Il problema della legittima difesa non è usare le armi , questa è una lettura ideologica, ma evitare che un magistrato possa definire se la mia difesa è eccessiva, in base alla sua volubilità culturale. Si tratta di definire una volta per tutte che se un ladro entra dentro un appartamento il torto è il suo punto e basta. Evitando alcuni paradossi come colui che si è difeso ed ha dovuto risarcire la famiglia del ladro perché lo ha ucciso per eccesso di difesa. L’accanimento ideologico di alcuni partiti e di taluni magistrati è talmente evidente che ormai l’ironia collettiva che si è diffusa su questo tema, non gli pone neanche il minimo dubbio sulla loro testardaggine nel voler decidere nel caso di un furto, il nostro tasso di legittima difesa. La gravità di questo pensiero è doppio da un lato si considera che lo stato deve misurarci il grado legittimo della nostra paura, dall’altro che non esiste fiducia nel cittadino, il quale deve essere educato o controllato dallo stato anche dentro le sue mura di casa.
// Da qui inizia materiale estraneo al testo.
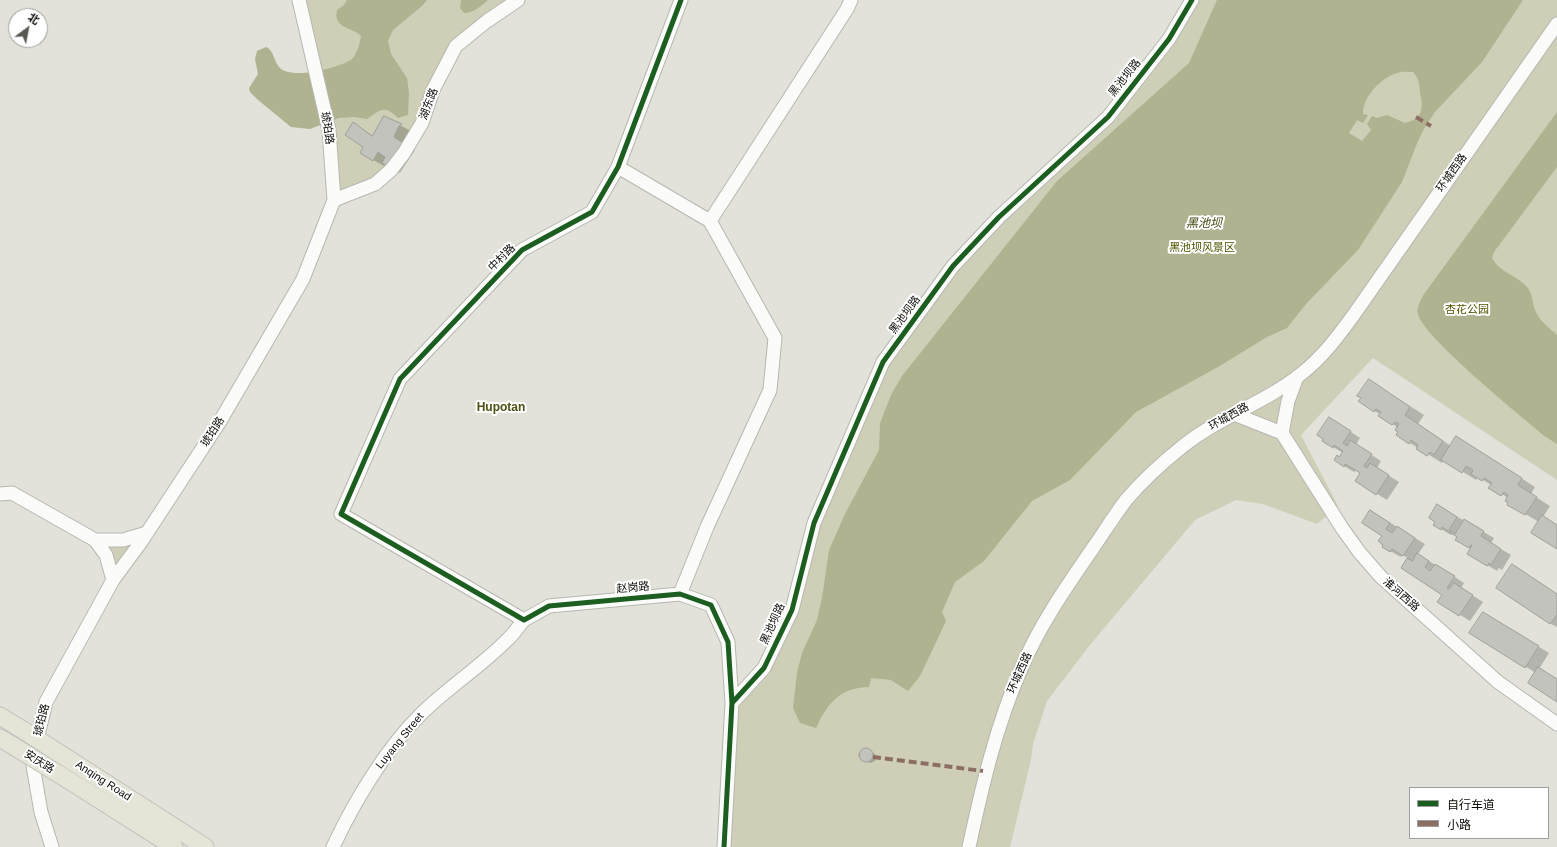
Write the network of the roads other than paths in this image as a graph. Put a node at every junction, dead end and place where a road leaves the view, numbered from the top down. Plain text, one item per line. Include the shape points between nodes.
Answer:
1 (300, 0) edge
2 (681, 0) edge
3 (851, 0) edge
4 (1192, 0) edge
5 (517, 1) edge
6 (1557, 24) edge
7 (618, 167) junction
8 (334, 200) junction
9 (710, 221) junction
10 (1297, 377) junction
11 (1234, 414) junction
12 (1282, 433) junction
13 (0, 494) edge
14 (147, 533) junction
15 (95, 540) junction
16 (113, 580) junction
17 (680, 594) junction
18 (524, 620) junction
19 (732, 703) junction
20 (0, 716) edge
21 (1557, 724) edge
22 (0, 738) edge
23 (78, 786) joint
24 (52, 847) edge
25 (174, 847) edge
26 (205, 847) edge
27 (333, 847) edge
28 (724, 847) edge
29 (970, 847) edge

1 - 8 street, 琥珀路 via 329,130
2 - 7 street, 中村路
3 - 9 street
4 - 19 street, 黑池坝路 via 1169,39 1108,117 999,217 953,266 883,362 814,523 792,610 764,668
5 - 8 street, 湖东路 via 456,46 434,90 422,123 391,170 375,184
6 - 10 street, 环城西路 via 1340,333 1321,356
7 - 9 street
7 - 18 street, 中村路 via 592,212 522,250 400,379 341,514
8 - 14 street, 琥珀路 via 303,279 219,423
9 - 17 street via 775,338 770,390 707,527
10 - 11 street, 环城西路
10 - 12 street via 1284,414
11 - 12 street
11 - 29 street, 环城西路 via 1184,445 1128,498 1051,612 1021,668 1003,714 978,804
12 - 21 street, 淮河西路 via 1342,528 1381,577 1498,682
13 - 15 street via 12,493
14 - 15 street via 123,540
14 - 16 street, 琥珀路
15 - 16 street via 106,555
16 - 24 street, 琥珀路 via 46,702 32,760 41,812
17 - 18 street, 赵岗路 via 549,606
17 - 19 street, 赵岗路 via 712,605 728,642
18 - 27 street, Luyang Street via 507,641 420,715 400,738 365,786
19 - 28 street, 赵岗路
20 - 26 main road, Anqing Road, bridge
22 - 23 main road, 安庆路, bridge
23 - 25 main road, Anqing Road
Parliamo del grado di paura, perché in ogni soggetto umano davanti ad una situazione di rischio scatta automaticamente una risposta emotiva, che può immobilizzarti o farti esplodere in modo aggressivo per difendere l’incolumità propria e dei propri cari; sono minuti e secondi interminabili in cui decidi cosa fare, e lo Stato non si può permettere di decidere su una violenza che si subisce se la risposta è stata adeguata o no. Si dimentica chi è la vittima e chi il reo, i normali cittadini non sono e non devono essere addestrati a gestire situazioni di rischio a casa loro, questa qualità compete alle forze dell’ordine, il cittadino si difende come gli capita, e deve essere compreso nella sua fragilità umana. Una classe politica ed una magistratura che sono rimasti ancorati al film “i soliti ignoti” non si rendono conto come purtroppo il fenomeno si è evoluto con un aumento esponenziale della violenza sulla persona, negando questa brutale realtà si allontanano sempre più dal rapporto con i propri cittadini. Per questo una buona legge sul diritto alla difesa, che non vuol dire ne far west ne l’essere giustizieri, ma il sacrosanto diritto che se qualcuno si introduce in un appartamento sa come entra ma non sa come ne esce come purtroppo capita al cittadino che quando si accorge dell’intruso non sa quale siano le sue intenzioni, sicuramente non benevole, si possa difendere come gli è possibile senza dover essere inquisito per eccesso di difesa e dover essere condannato al risarcimento del danno provocato da colui che voleva nelle migliori delle intenzioni derubarlo.